Exercise brief: Return the records below in full. Keep every word exact and skip the images.

::: Information given :::

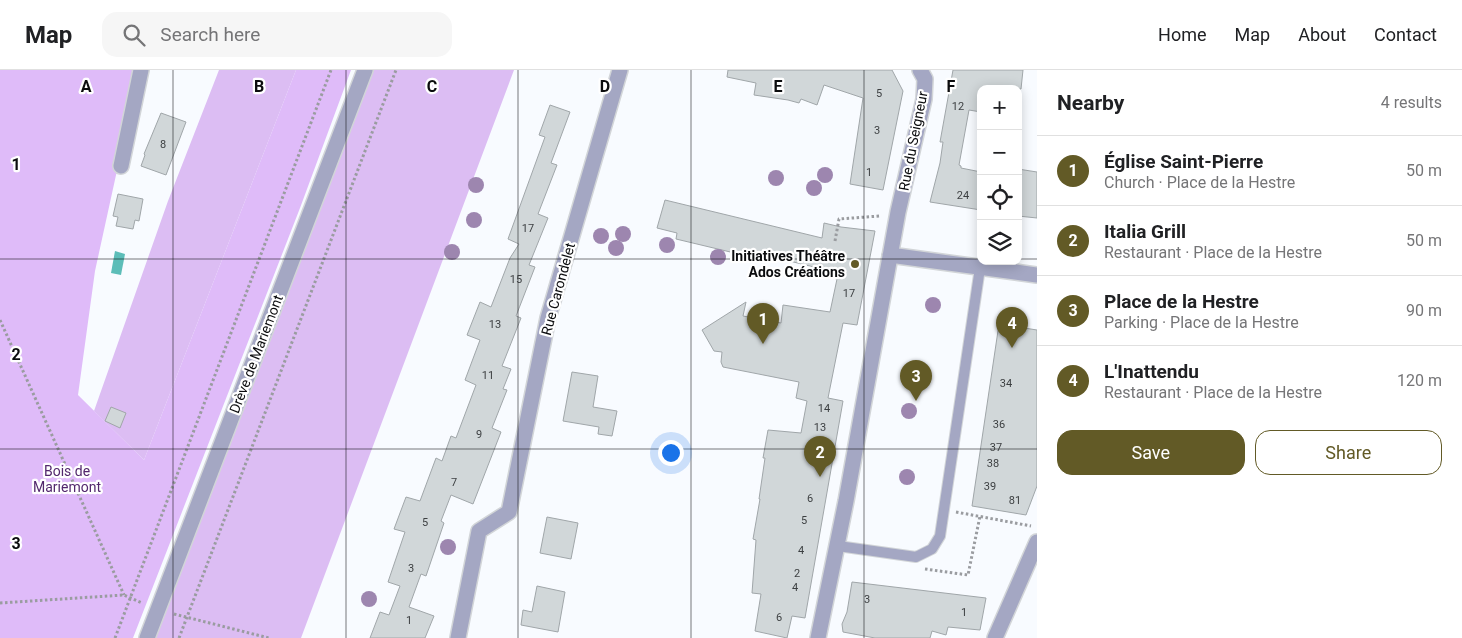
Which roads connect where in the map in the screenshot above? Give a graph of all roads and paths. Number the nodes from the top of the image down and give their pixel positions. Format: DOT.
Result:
graph roads {
  1 [pos="141,70"];
  2 [pos="331,70"];
  3 [pos="365,70"];
  4 [pos="396,70"];
  5 [pos="620,70"];
  6 [pos="920,70"];
  7 [pos="121,166"];
  8 [pos="898,212"];
  9 [pos="835,241"];
  10 [pos="890,255"];
  11 [pos="980,268"];
  12 [pos="1037,275"];
  13 [pos="0,320"];
  14 [pos="944,510"];
  15 [pos="1037,527"];
  16 [pos="1037,542"];
  17 [pos="838,546"];
  18 [pos="124,595"];
  19 [pos="131,597"];
  20 [pos="0,603"];
  21 [pos="158,610"];
  22 [pos="187,617"];
  23 [pos="115,638"];
  24 [pos="148,638"];
  25 [pos="178,638"];
  26 [pos="269,638"];
  27 [pos="458,638"];
  28 [pos="818,638"];
  29 [pos="995,638"];
  1 -- 7 [label="street"];
  2 -- 19 [label="path"];
  3 -- 21 [label="street, Drève de Mariemont"];
  4 -- 22 [label="path"];
  5 -- 27 [label="street, Rue Carondelet"];
  6 -- 8 [label="street, Rue du Seigneur"];
  8 -- 9 [label="path"];
  8 -- 10 [label="street, Rue du Seigneur"];
  10 -- 11 [label="street"];
  10 -- 17 [label="street, Rue du Seigneur"];
  11 -- 12 [label="street"];
  11 -- 14 [label="lane"];
  13 -- 18 [label="path"];
  14 -- 15 [label="path"];
  14 -- 17 [label="lane"];
  16 -- 29 [label="street"];
  17 -- 28 [label="street, Rue du Seigneur"];
  18 -- 19 [label="path"];
  18 -- 20 [label="path"];
  19 -- 21 [label="path"];
  19 -- 23 [label="path"];
  21 -- 22 [label="path"];
  21 -- 24 [label="street, Drève de Mariemont"];
  22 -- 25 [label="path"];
  22 -- 26 [label="path"];
}
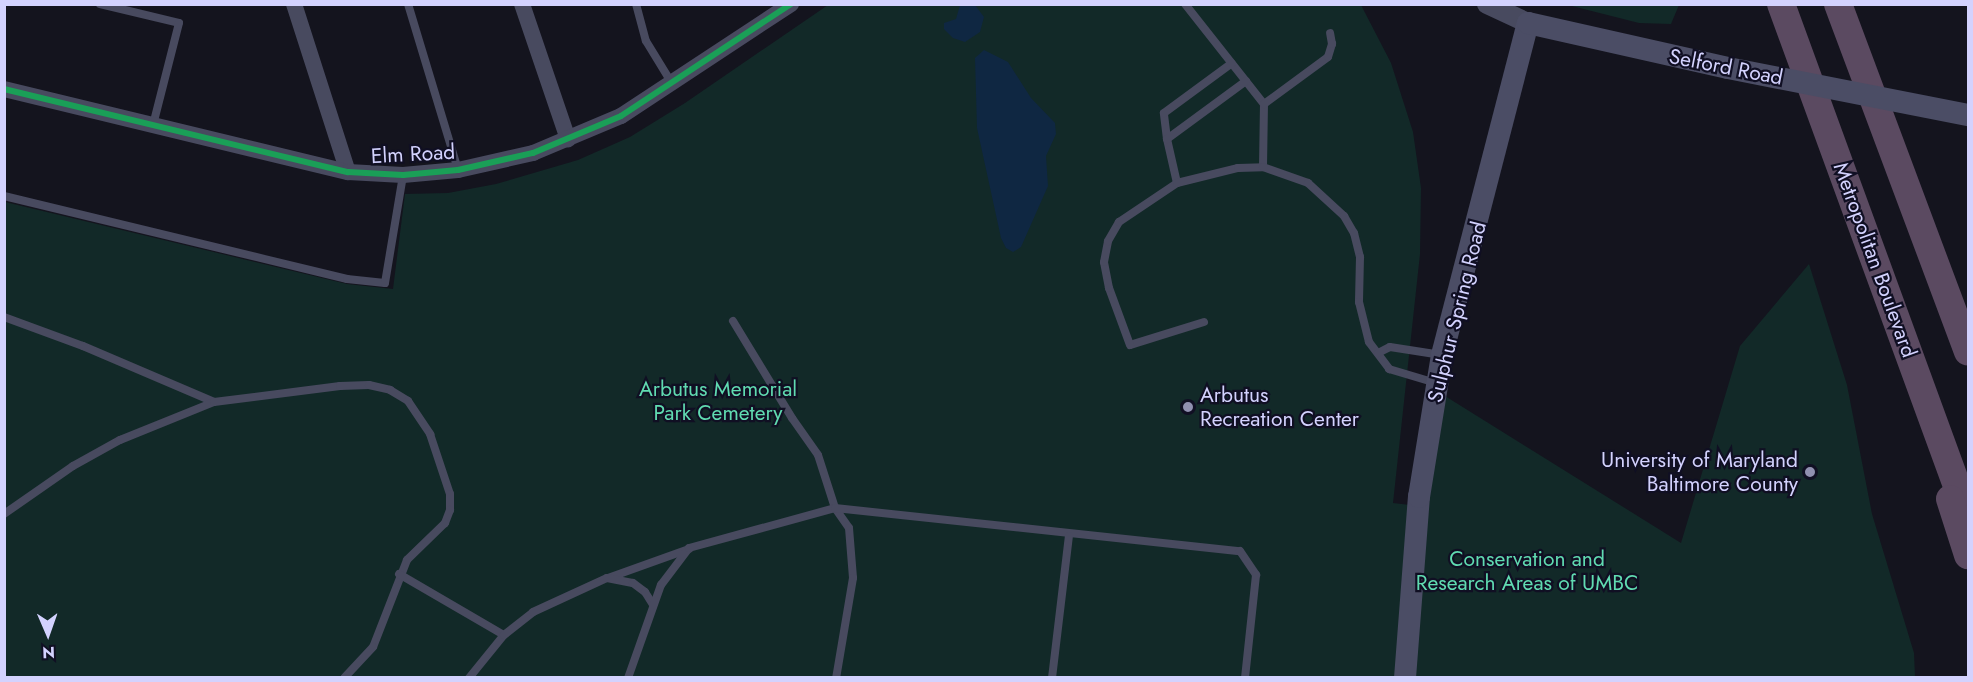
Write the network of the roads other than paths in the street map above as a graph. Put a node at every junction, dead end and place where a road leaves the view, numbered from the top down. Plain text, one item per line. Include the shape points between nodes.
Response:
1 (100, 4) edge
2 (294, 4) edge
3 (408, 4) edge
4 (522, 4) edge
5 (636, 4) edge
6 (791, 4) edge
7 (1185, 4) edge
8 (1487, 4) edge
9 (1781, 4) edge
10 (1838, 4) edge
11 (1845, 4) edge
12 (1528, 23) junction
13 (1330, 33) dead end
14 (1232, 63) junction
15 (1246, 81) junction
16 (673, 86) junction
17 (4, 89) edge
18 (1264, 104) junction
19 (1968, 115) edge
20 (153, 125) junction
21 (568, 139) junction
22 (1167, 139) junction
23 (1263, 167) junction
24 (458, 170) junction
25 (348, 172) junction
26 (403, 175) junction
27 (1176, 183) junction
28 (4, 196) edge
29 (1863, 228) junction
30 (1968, 295) edge
31 (4, 317) edge
32 (733, 321) dead end
33 (1204, 321) dead end
34 (1968, 352) edge
35 (1378, 353) junction
36 (1442, 355) junction
37 (1438, 384) junction
38 (214, 402) junction
39 (834, 507) junction
40 (4, 514) edge
41 (1968, 516) edge
42 (1069, 536) junction
43 (689, 549) junction
44 (1968, 555) edge
45 (399, 573) junction
46 (607, 578) junction
47 (653, 605) junction
48 (504, 635) junction
49 (344, 678) edge
50 (470, 678) edge
51 (628, 678) edge
52 (836, 678) edge
53 (1052, 678) edge
54 (1245, 678) edge
55 (1405, 678) edge

1 - 20 lane via 179,23
2 - 25 street
3 - 24 lane
4 - 21 street
5 - 16 lane via 646,41
6 - 16 street, Elm Road
7 - 14 lane
8 - 12 street, Selford Road
9 - 29 highway, Metropolitan Boulevard
10 - 34 highway
11 - 30 highway
12 - 19 main road, Selford Road, bridge via 1728,68
12 - 36 main road, Sulphur Spring Road
13 - 18 lane via 1328,57
14 - 15 lane
14 - 22 lane via 1164,113
15 - 18 lane
15 - 22 lane
16 - 21 street, Elm Road via 621,116
17 - 20 street, Elm Road
18 - 23 lane
20 - 25 street, Elm Road
21 - 24 street, Elm Road via 533,153
22 - 27 lane
23 - 27 lane via 1238,168
23 - 35 lane via 1308,183 1344,216 1354,233 1360,257 1363,326
24 - 26 street, Elm Road
25 - 26 street, Elm Road
26 - 28 lane via 385,283 347,279
27 - 33 lane via 1119,222 1108,240 1104,262 1109,288 1130,345
29 - 41 highway, Metropolitan Boulevard
29 - 44 highway
31 - 38 lane
32 - 39 lane via 818,455
35 - 36 lane via 1390,347
35 - 37 lane via 1389,369
36 - 37 main road, Sulphur Spring Road
37 - 55 main road, Sulphur Spring Road via 1419,497
38 - 40 lane via 120,440 73,466
38 - 45 lane via 369,385 390,390 408,401 430,434 450,494 450,510 445,523
39 - 42 lane
39 - 43 lane
39 - 52 lane via 849,528 853,578
42 - 53 lane
42 - 54 lane via 1240,551 1256,575
43 - 46 lane
43 - 47 lane via 673,565
45 - 48 lane
45 - 49 lane via 373,647
46 - 47 lane via 633,583
46 - 48 lane via 556,599
47 - 51 lane
48 - 50 lane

:::

Reply:
Which roads connect where in the map in the screenshot above? Give a graph of all roads and paths. Number the nodes from the top of the image down and give their pixel positions. Format: DOT.
Result:
graph roads {
  1 [pos="141,70"];
  2 [pos="331,70"];
  3 [pos="365,70"];
  4 [pos="396,70"];
  5 [pos="620,70"];
  6 [pos="920,70"];
  7 [pos="121,166"];
  8 [pos="898,212"];
  9 [pos="835,241"];
  10 [pos="890,255"];
  11 [pos="980,268"];
  12 [pos="1037,275"];
  13 [pos="0,320"];
  14 [pos="944,510"];
  15 [pos="1037,527"];
  16 [pos="1037,542"];
  17 [pos="838,546"];
  18 [pos="124,595"];
  19 [pos="131,597"];
  20 [pos="0,603"];
  21 [pos="158,610"];
  22 [pos="187,617"];
  23 [pos="115,638"];
  24 [pos="148,638"];
  25 [pos="178,638"];
  26 [pos="269,638"];
  27 [pos="458,638"];
  28 [pos="818,638"];
  29 [pos="995,638"];
  1 -- 7 [label="street"];
  2 -- 19 [label="path"];
  3 -- 21 [label="street, Drève de Mariemont"];
  4 -- 22 [label="path"];
  5 -- 27 [label="street, Rue Carondelet"];
  6 -- 8 [label="street, Rue du Seigneur"];
  8 -- 9 [label="path"];
  8 -- 10 [label="street, Rue du Seigneur"];
  10 -- 11 [label="street"];
  10 -- 17 [label="street, Rue du Seigneur"];
  11 -- 12 [label="street"];
  11 -- 14 [label="lane"];
  13 -- 18 [label="path"];
  14 -- 15 [label="path"];
  14 -- 17 [label="lane"];
  16 -- 29 [label="street"];
  17 -- 28 [label="street, Rue du Seigneur"];
  18 -- 19 [label="path"];
  18 -- 20 [label="path"];
  19 -- 21 [label="path"];
  19 -- 23 [label="path"];
  21 -- 22 [label="path"];
  21 -- 24 [label="street, Drève de Mariemont"];
  22 -- 25 [label="path"];
  22 -- 26 [label="path"];
}
Write the network of the roads other than paths in the street map above as a graph. Put a node at every junction, dead end and place where a road leaves the view, numbered from the top down. Plain text, one item per line. Include the shape points between nodes.
Response:
1 (100, 4) edge
2 (294, 4) edge
3 (408, 4) edge
4 (522, 4) edge
5 (636, 4) edge
6 (791, 4) edge
7 (1185, 4) edge
8 (1487, 4) edge
9 (1781, 4) edge
10 (1838, 4) edge
11 (1845, 4) edge
12 (1528, 23) junction
13 (1330, 33) dead end
14 (1232, 63) junction
15 (1246, 81) junction
16 (673, 86) junction
17 (4, 89) edge
18 (1264, 104) junction
19 (1968, 115) edge
20 (153, 125) junction
21 (568, 139) junction
22 (1167, 139) junction
23 (1263, 167) junction
24 (458, 170) junction
25 (348, 172) junction
26 (403, 175) junction
27 (1176, 183) junction
28 (4, 196) edge
29 (1863, 228) junction
30 (1968, 295) edge
31 (4, 317) edge
32 (733, 321) dead end
33 (1204, 321) dead end
34 (1968, 352) edge
35 (1378, 353) junction
36 (1442, 355) junction
37 (1438, 384) junction
38 (214, 402) junction
39 (834, 507) junction
40 (4, 514) edge
41 (1968, 516) edge
42 (1069, 536) junction
43 (689, 549) junction
44 (1968, 555) edge
45 (399, 573) junction
46 (607, 578) junction
47 (653, 605) junction
48 (504, 635) junction
49 (344, 678) edge
50 (470, 678) edge
51 (628, 678) edge
52 (836, 678) edge
53 (1052, 678) edge
54 (1245, 678) edge
55 (1405, 678) edge

1 - 20 lane via 179,23
2 - 25 street
3 - 24 lane
4 - 21 street
5 - 16 lane via 646,41
6 - 16 street, Elm Road
7 - 14 lane
8 - 12 street, Selford Road
9 - 29 highway, Metropolitan Boulevard
10 - 34 highway
11 - 30 highway
12 - 19 main road, Selford Road, bridge via 1728,68
12 - 36 main road, Sulphur Spring Road
13 - 18 lane via 1328,57
14 - 15 lane
14 - 22 lane via 1164,113
15 - 18 lane
15 - 22 lane
16 - 21 street, Elm Road via 621,116
17 - 20 street, Elm Road
18 - 23 lane
20 - 25 street, Elm Road
21 - 24 street, Elm Road via 533,153
22 - 27 lane
23 - 27 lane via 1238,168
23 - 35 lane via 1308,183 1344,216 1354,233 1360,257 1363,326
24 - 26 street, Elm Road
25 - 26 street, Elm Road
26 - 28 lane via 385,283 347,279
27 - 33 lane via 1119,222 1108,240 1104,262 1109,288 1130,345
29 - 41 highway, Metropolitan Boulevard
29 - 44 highway
31 - 38 lane
32 - 39 lane via 818,455
35 - 36 lane via 1390,347
35 - 37 lane via 1389,369
36 - 37 main road, Sulphur Spring Road
37 - 55 main road, Sulphur Spring Road via 1419,497
38 - 40 lane via 120,440 73,466
38 - 45 lane via 369,385 390,390 408,401 430,434 450,494 450,510 445,523
39 - 42 lane
39 - 43 lane
39 - 52 lane via 849,528 853,578
42 - 53 lane
42 - 54 lane via 1240,551 1256,575
43 - 46 lane
43 - 47 lane via 673,565
45 - 48 lane
45 - 49 lane via 373,647
46 - 47 lane via 633,583
46 - 48 lane via 556,599
47 - 51 lane
48 - 50 lane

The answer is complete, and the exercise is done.